WORK ORDER: Which lines of the records contain "Tagua"? Collect every one of them.

INFORMATION GIVEN:
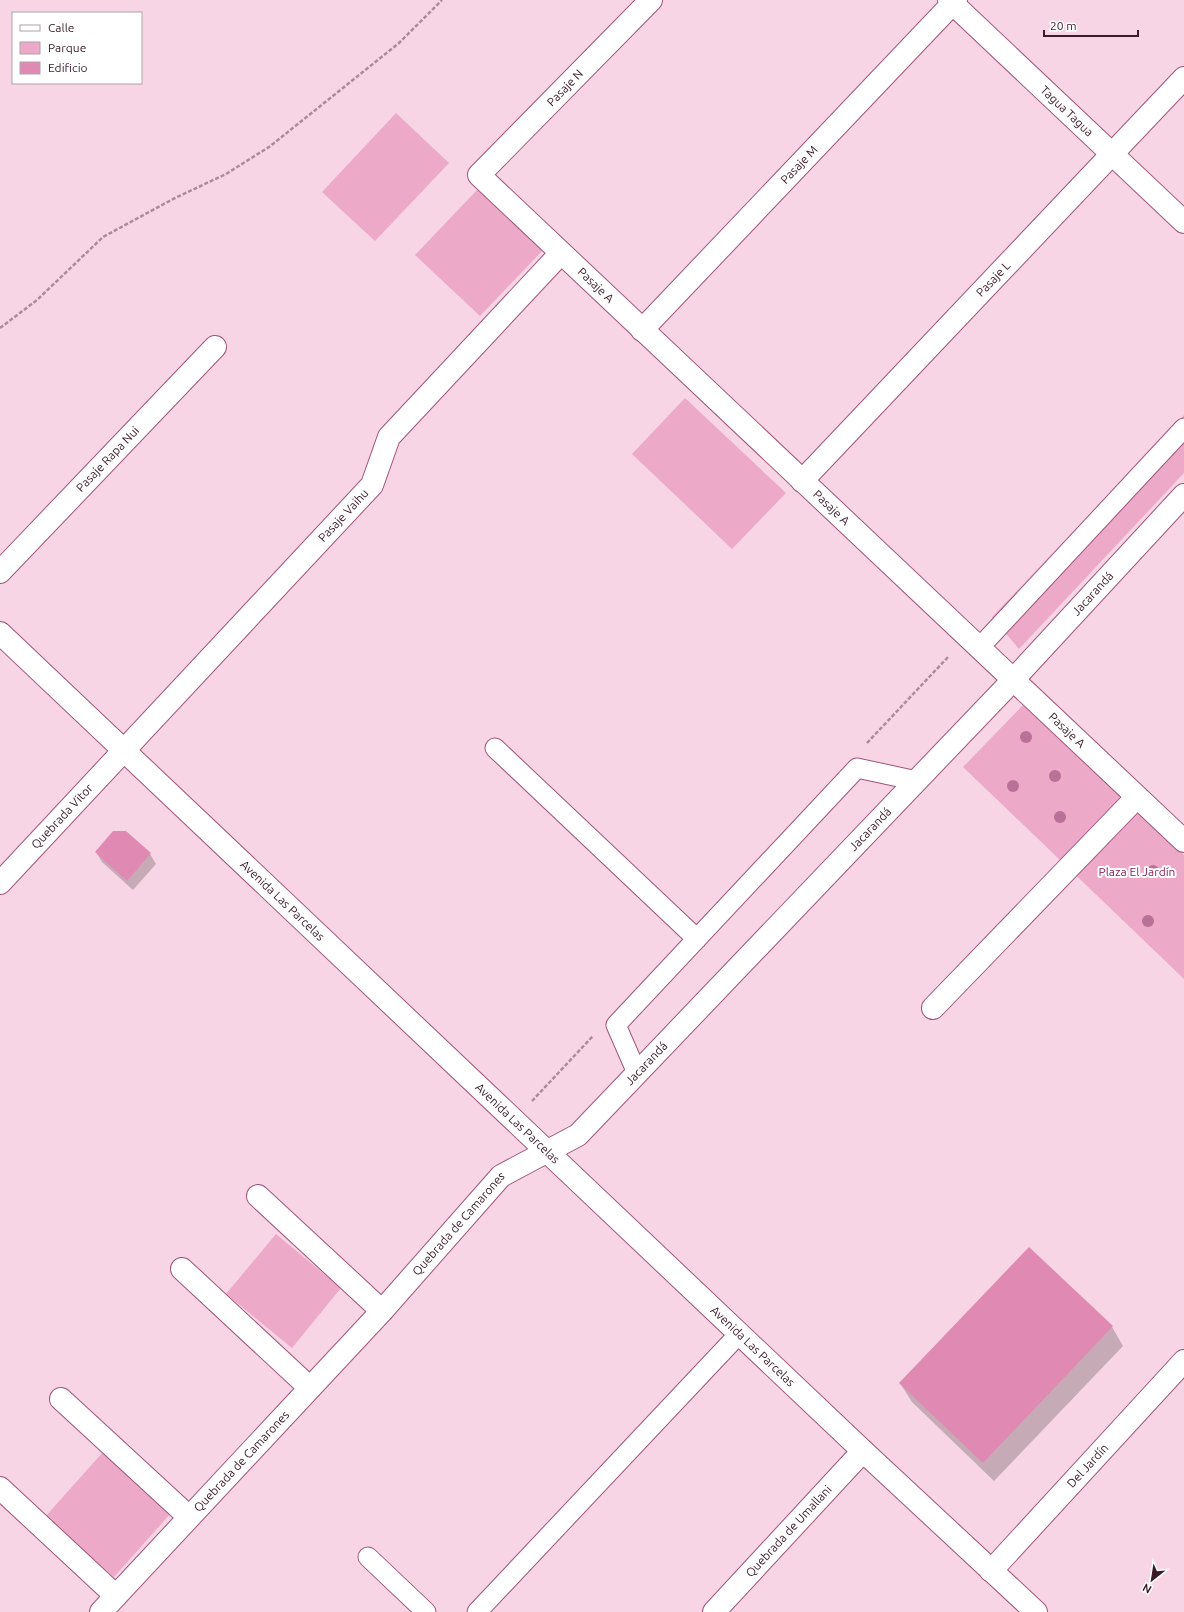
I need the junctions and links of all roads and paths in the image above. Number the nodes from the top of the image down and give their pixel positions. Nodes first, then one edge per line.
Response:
1 (442, 0) edge
2 (651, 0) edge
3 (953, 1) edge
4 (1184, 78) edge
5 (1112, 154) junction
6 (479, 176) joint
7 (1184, 222) edge
8 (561, 253) junction
9 (0, 328) edge
10 (642, 330) junction
11 (215, 347) dead end
12 (1184, 428) edge
13 (802, 481) junction
14 (1184, 495) edge
15 (0, 572) edge
16 (0, 633) edge
17 (979, 648) junction
18 (1013, 680) junction
19 (495, 748) dead end
20 (124, 751) junction
21 (917, 781) junction
22 (1138, 798) junction
23 (1182, 835) edge
24 (0, 883) edge
25 (697, 939) junction
26 (933, 1008) dead end
27 (637, 1073) junction
28 (547, 1151) junction
29 (258, 1196) dead end
30 (182, 1269) dead end
31 (382, 1311) junction
32 (739, 1334) junction
33 (1184, 1361) edge
34 (310, 1388) junction
35 (61, 1399) dead end
36 (863, 1451) junction
37 (0, 1488) edge
38 (189, 1517) junction
39 (368, 1557) dead end
40 (991, 1570) junction
41 (116, 1596) junction
42 (101, 1612) edge
43 (426, 1612) edge
44 (478, 1612) edge
45 (714, 1612) edge
46 (1036, 1612) edge

1 - 9 path
2 - 6 street, Pasaje N
3 - 5 street, Tagua Tagua
3 - 10 street, Pasaje M
4 - 5 street, Pasaje L
5 - 7 street, Tagua Tagua
5 - 13 street, Pasaje L
6 - 8 street, Pasaje A
8 - 10 street, Pasaje A
8 - 20 street, Pasaje Vaihu
10 - 13 street, Pasaje A
11 - 15 street, Pasaje Rapa Nui
12 - 17 lane
13 - 17 street, Pasaje A
14 - 18 street, Jacarandá
16 - 20 street, Avenida Las Parcelas
17 - 18 street, Pasaje A
18 - 21 street, Jacarandá
18 - 22 street, Pasaje A
19 - 25 lane
20 - 24 street, Quebrada Vitor
20 - 28 street, Avenida Las Parcelas
21 - 25 lane
21 - 27 street, Jacarandá
22 - 23 street, Pasaje A
22 - 26 street
25 - 27 lane
27 - 28 street, Jacarandá
28 - 31 street, Quebrada de Camarones
28 - 32 street, Avenida Las Parcelas
29 - 31 street
30 - 34 street
31 - 34 street, Quebrada de Camarones
32 - 36 street, Avenida Las Parcelas
32 - 44 lane
33 - 40 street, Del Jardín
34 - 38 street, Quebrada de Camarones
35 - 38 street, Quebrada de Camarones
36 - 40 street, Avenida Las Parcelas
36 - 45 street, Quebrada de Umallani
37 - 41 street
38 - 41 street, Quebrada de Camarones
39 - 43 lane
40 - 46 street, Avenida Las Parcelas
41 - 42 street, Quebrada de Camarones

ANSWER TO THE PROBLEM:
3 - 5 street, Tagua Tagua
5 - 7 street, Tagua Tagua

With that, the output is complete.